Er kennt seine Pappenheimer und seine schreibenden Professorenkollegen. Er kennt die idealtypischen deutschen Preisträgerbücher und deren Konstruktionsmechanismen. Die zum Beispiel so lauten: Man nehme einen etwas überreifen Junggesellen, der noch in einem Alter die Vollversorgung bei Mama zu Hause genießt, in dem andere Leute schon ihre Enkel bekommen.

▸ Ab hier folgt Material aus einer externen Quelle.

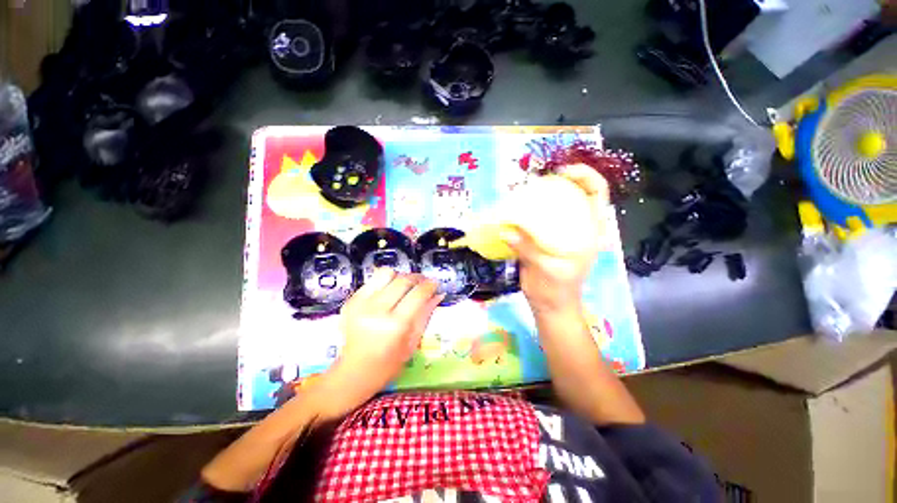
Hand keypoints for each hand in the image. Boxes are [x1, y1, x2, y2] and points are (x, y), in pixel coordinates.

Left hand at [318, 269, 442, 415]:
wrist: (354, 371)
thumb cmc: (389, 363)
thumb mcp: (413, 342)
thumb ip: (425, 314)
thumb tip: (438, 294)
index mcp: (396, 325)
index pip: (418, 294)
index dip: (429, 285)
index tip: (435, 284)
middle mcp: (377, 310)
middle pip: (403, 280)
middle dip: (418, 278)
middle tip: (423, 282)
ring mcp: (361, 304)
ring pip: (386, 273)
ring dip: (400, 277)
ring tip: (405, 286)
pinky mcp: (351, 301)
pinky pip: (373, 280)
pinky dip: (385, 282)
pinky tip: (389, 291)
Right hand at [503, 165, 609, 314]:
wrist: (550, 306)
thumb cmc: (555, 291)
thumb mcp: (545, 271)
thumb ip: (527, 250)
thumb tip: (505, 231)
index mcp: (589, 232)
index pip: (597, 193)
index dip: (584, 176)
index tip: (561, 172)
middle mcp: (578, 227)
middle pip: (576, 192)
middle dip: (559, 180)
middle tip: (536, 179)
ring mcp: (562, 232)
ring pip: (557, 204)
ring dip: (543, 193)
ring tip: (524, 191)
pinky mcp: (546, 237)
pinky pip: (539, 217)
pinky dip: (529, 210)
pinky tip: (516, 209)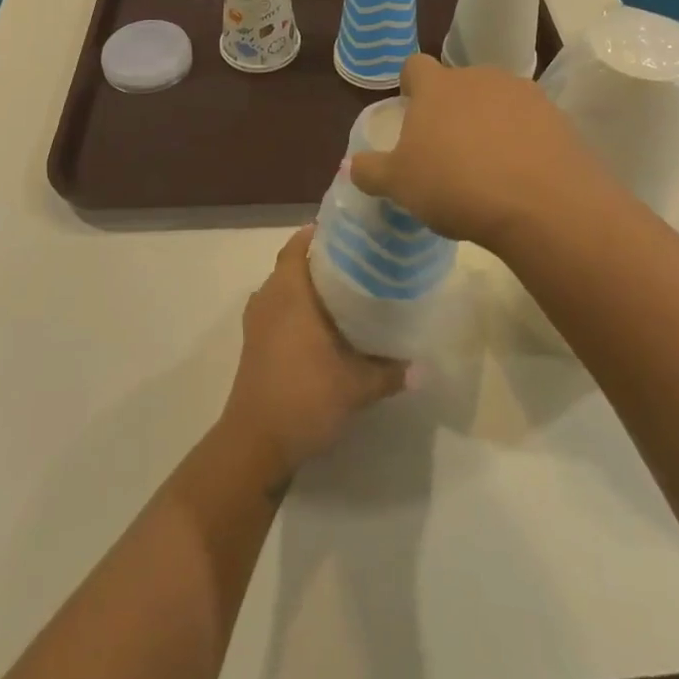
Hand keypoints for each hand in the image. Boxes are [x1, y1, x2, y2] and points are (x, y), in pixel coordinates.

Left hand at [220, 225, 406, 479]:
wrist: (256, 444)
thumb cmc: (304, 397)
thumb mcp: (356, 386)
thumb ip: (390, 373)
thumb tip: (424, 368)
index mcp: (288, 291)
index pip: (299, 244)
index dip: (321, 234)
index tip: (350, 233)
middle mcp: (269, 298)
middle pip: (293, 265)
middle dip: (321, 261)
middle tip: (359, 262)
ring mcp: (258, 323)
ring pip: (283, 290)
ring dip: (308, 288)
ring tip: (346, 293)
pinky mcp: (254, 345)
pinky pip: (277, 312)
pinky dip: (297, 310)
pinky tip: (324, 328)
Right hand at [349, 54, 622, 251]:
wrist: (541, 204)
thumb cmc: (455, 185)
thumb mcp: (399, 185)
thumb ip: (371, 171)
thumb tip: (352, 165)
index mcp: (437, 86)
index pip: (415, 66)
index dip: (410, 86)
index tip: (411, 111)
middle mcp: (479, 77)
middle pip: (458, 84)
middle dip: (451, 109)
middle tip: (447, 150)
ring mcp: (522, 93)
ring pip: (495, 101)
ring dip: (488, 123)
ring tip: (488, 167)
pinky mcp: (556, 117)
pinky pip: (529, 122)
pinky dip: (522, 140)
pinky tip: (520, 175)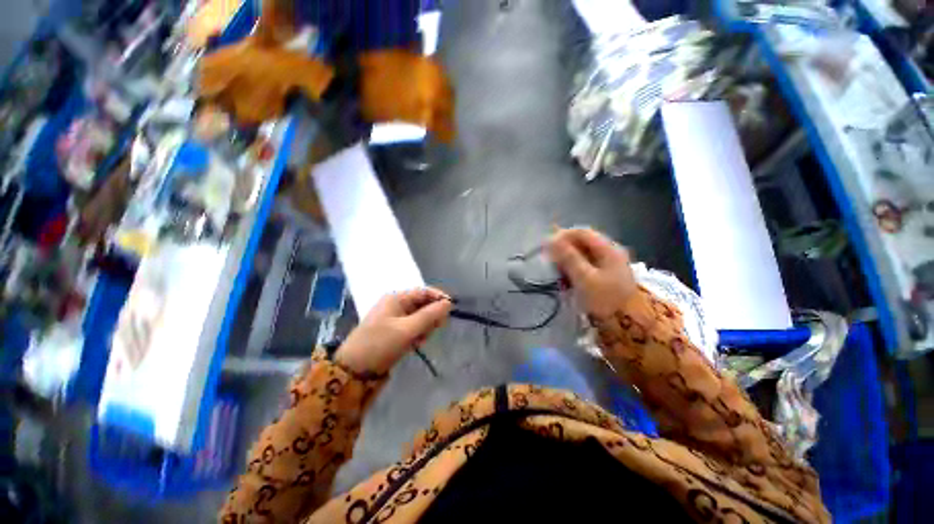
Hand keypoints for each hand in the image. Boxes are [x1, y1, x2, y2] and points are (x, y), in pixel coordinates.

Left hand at [335, 288, 451, 374]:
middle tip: (434, 329)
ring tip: (420, 340)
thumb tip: (449, 303)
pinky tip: (415, 344)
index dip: (438, 298)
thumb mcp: (407, 329)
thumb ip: (430, 315)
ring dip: (424, 327)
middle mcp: (395, 305)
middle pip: (422, 304)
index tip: (451, 310)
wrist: (353, 370)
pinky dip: (417, 334)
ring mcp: (394, 318)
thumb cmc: (380, 344)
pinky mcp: (393, 331)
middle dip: (430, 316)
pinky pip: (412, 328)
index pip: (424, 291)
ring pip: (419, 317)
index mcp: (396, 298)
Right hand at [546, 228, 636, 316]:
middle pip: (583, 243)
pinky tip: (567, 279)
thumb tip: (552, 240)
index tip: (547, 246)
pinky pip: (587, 266)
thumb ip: (568, 257)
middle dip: (565, 249)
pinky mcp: (606, 276)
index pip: (582, 232)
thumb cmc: (605, 298)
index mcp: (608, 249)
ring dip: (568, 260)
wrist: (629, 324)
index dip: (563, 236)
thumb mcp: (584, 277)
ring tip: (557, 271)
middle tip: (550, 260)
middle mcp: (610, 253)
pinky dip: (575, 269)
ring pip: (584, 255)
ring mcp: (609, 265)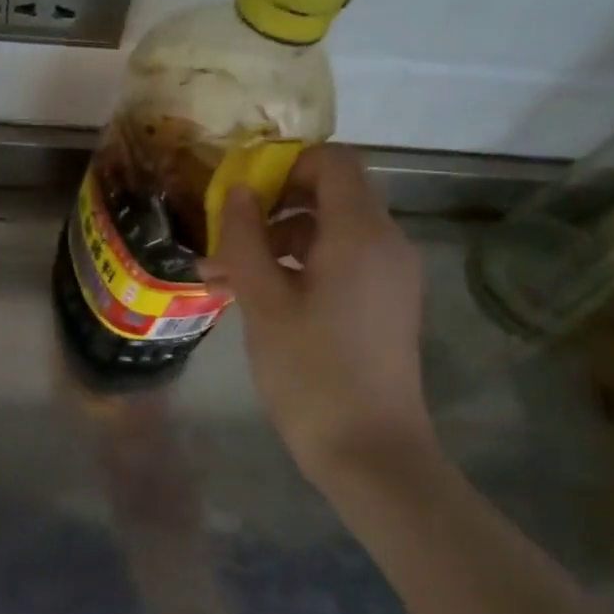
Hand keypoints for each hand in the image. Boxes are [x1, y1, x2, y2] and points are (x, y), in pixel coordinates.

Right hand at [202, 145, 435, 487]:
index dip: (284, 165)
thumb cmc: (310, 372)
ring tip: (224, 278)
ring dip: (277, 243)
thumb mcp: (263, 303)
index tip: (239, 194)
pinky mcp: (384, 304)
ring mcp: (389, 276)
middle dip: (271, 209)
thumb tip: (235, 191)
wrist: (369, 451)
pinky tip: (256, 299)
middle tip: (224, 239)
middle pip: (330, 196)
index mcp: (361, 234)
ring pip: (330, 233)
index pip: (333, 162)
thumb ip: (245, 240)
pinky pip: (340, 264)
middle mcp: (386, 244)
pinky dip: (299, 268)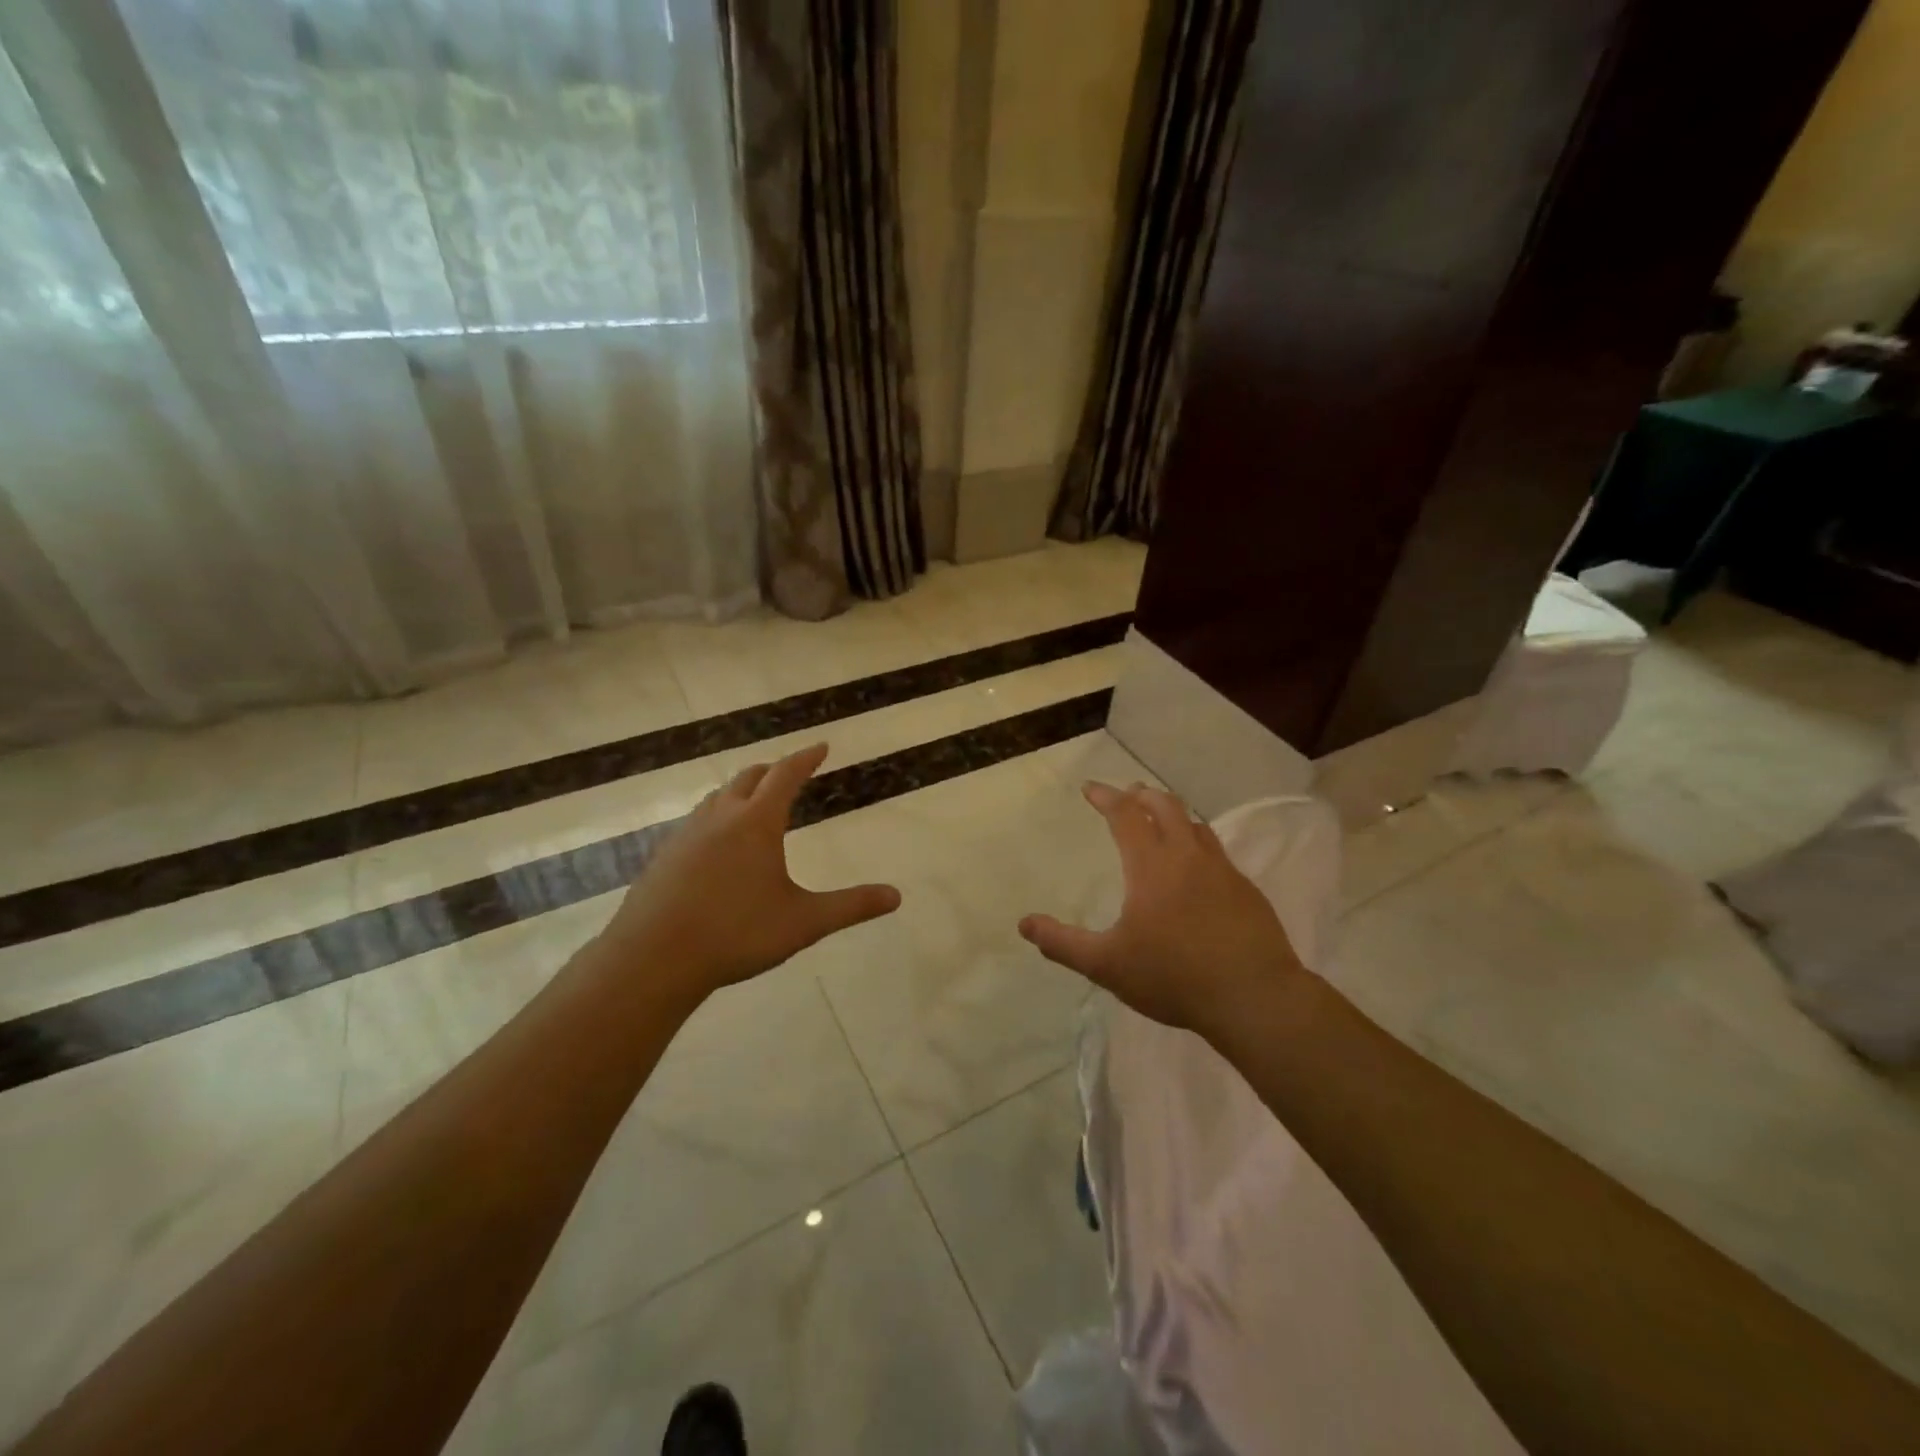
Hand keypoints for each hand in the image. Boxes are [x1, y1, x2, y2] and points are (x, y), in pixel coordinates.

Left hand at [590, 744, 900, 1006]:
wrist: (653, 958)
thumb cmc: (736, 934)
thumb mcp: (804, 922)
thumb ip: (851, 906)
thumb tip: (896, 897)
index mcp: (756, 822)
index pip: (786, 775)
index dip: (806, 758)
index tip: (821, 746)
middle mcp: (721, 817)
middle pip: (749, 777)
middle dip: (773, 771)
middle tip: (790, 773)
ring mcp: (687, 834)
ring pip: (718, 797)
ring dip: (741, 790)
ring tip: (753, 801)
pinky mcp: (664, 855)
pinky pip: (697, 821)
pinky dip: (716, 816)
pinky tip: (716, 844)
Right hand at [1019, 782, 1302, 1038]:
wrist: (1254, 997)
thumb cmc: (1173, 976)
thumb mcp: (1107, 964)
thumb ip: (1063, 943)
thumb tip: (1025, 924)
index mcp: (1151, 865)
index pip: (1125, 814)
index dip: (1106, 797)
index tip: (1090, 788)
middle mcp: (1187, 856)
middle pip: (1166, 806)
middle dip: (1142, 794)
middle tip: (1128, 794)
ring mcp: (1222, 870)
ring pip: (1195, 825)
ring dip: (1173, 813)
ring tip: (1161, 819)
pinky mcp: (1246, 890)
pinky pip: (1216, 851)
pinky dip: (1197, 842)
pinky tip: (1195, 867)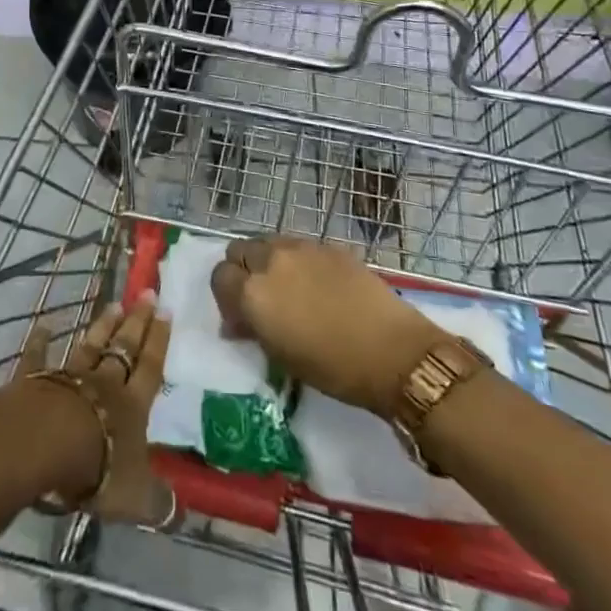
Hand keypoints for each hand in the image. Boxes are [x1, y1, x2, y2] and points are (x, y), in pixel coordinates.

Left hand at [17, 296, 173, 526]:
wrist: (46, 445)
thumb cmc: (97, 467)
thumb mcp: (135, 496)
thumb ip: (158, 502)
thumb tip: (181, 514)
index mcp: (132, 406)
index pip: (150, 368)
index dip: (159, 341)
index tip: (166, 310)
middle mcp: (104, 383)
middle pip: (124, 348)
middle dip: (137, 322)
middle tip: (147, 293)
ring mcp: (70, 377)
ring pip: (90, 346)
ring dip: (102, 326)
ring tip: (114, 305)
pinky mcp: (37, 380)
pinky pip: (39, 357)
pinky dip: (41, 341)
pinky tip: (43, 325)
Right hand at [211, 236, 447, 418]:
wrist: (392, 351)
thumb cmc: (332, 368)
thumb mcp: (281, 357)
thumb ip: (252, 330)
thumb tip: (236, 323)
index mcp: (253, 291)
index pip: (219, 277)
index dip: (226, 297)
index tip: (240, 318)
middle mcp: (270, 260)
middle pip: (239, 250)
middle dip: (242, 272)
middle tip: (259, 300)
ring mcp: (300, 247)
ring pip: (267, 243)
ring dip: (267, 262)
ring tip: (287, 289)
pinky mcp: (327, 245)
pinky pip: (297, 246)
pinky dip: (295, 260)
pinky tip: (315, 285)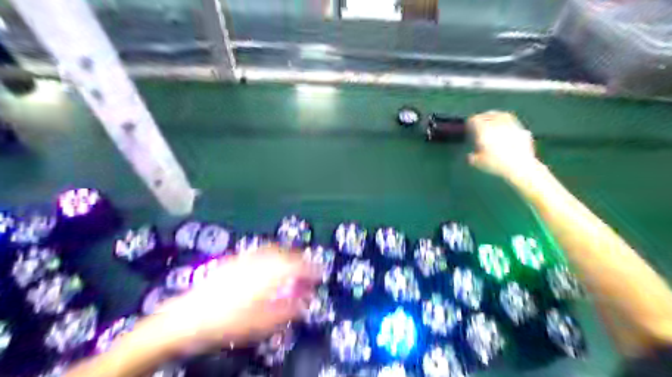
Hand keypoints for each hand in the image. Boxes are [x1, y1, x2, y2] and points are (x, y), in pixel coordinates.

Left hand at [154, 246, 321, 354]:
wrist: (186, 318)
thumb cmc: (226, 323)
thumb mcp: (261, 323)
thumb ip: (287, 310)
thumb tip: (306, 300)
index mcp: (267, 275)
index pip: (296, 265)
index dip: (311, 267)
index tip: (320, 272)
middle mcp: (258, 261)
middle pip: (286, 254)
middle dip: (300, 260)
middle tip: (308, 270)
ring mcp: (244, 258)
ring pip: (273, 250)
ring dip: (286, 256)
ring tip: (292, 267)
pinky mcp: (234, 260)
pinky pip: (260, 252)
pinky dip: (271, 256)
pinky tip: (269, 267)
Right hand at [468, 111, 538, 178]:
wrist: (520, 167)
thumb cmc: (496, 164)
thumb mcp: (478, 162)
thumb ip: (472, 157)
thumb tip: (470, 156)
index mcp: (484, 129)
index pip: (475, 119)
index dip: (470, 122)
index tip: (468, 126)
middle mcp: (497, 124)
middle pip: (488, 114)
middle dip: (483, 117)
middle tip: (480, 121)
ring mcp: (511, 125)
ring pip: (502, 115)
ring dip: (496, 116)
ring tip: (494, 121)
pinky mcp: (522, 130)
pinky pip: (513, 123)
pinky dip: (508, 123)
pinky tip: (507, 129)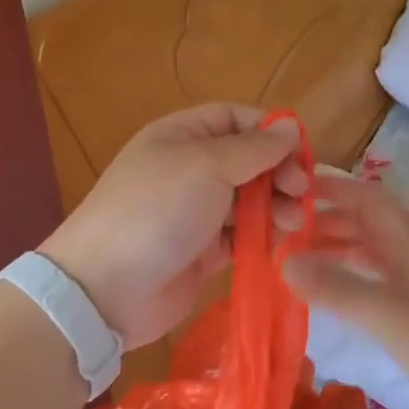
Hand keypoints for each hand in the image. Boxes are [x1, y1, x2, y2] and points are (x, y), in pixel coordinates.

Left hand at [40, 102, 307, 345]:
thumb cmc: (156, 211)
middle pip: (248, 160)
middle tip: (302, 192)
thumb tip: (289, 126)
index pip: (236, 119)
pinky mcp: (204, 251)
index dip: (270, 131)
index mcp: (182, 136)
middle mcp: (190, 168)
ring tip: (292, 222)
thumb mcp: (205, 167)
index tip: (300, 154)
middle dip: (279, 172)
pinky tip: (281, 242)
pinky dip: (263, 235)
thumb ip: (253, 148)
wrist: (106, 289)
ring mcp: (197, 211)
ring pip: (249, 199)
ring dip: (276, 205)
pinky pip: (242, 234)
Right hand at [281, 175, 408, 408]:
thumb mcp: (388, 312)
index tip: (289, 191)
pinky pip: (379, 283)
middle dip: (324, 222)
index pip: (364, 196)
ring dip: (336, 253)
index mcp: (407, 237)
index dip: (330, 188)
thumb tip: (284, 262)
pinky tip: (333, 300)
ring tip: (296, 265)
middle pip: (364, 223)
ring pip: (370, 254)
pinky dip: (352, 283)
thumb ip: (337, 287)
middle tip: (280, 234)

Man nehme eine bärbeißige unnahbare Dame jüngeren Datums, die durch Detmold spaziert, als wäre sie die Prinzessin von Theben. Man könnte ja eine Obsession entwickeln. Und auf sehr verklemmte Art tut es Dr. Helmut Timmermanns, Leiter des Museums für das Fürstentum Detmold, in diesem Buch auch. Es könnte also eine dieser grausamen Geschichten einer Obsession werden, die den Leser in die Abgründe des Unaussprechlichen führen.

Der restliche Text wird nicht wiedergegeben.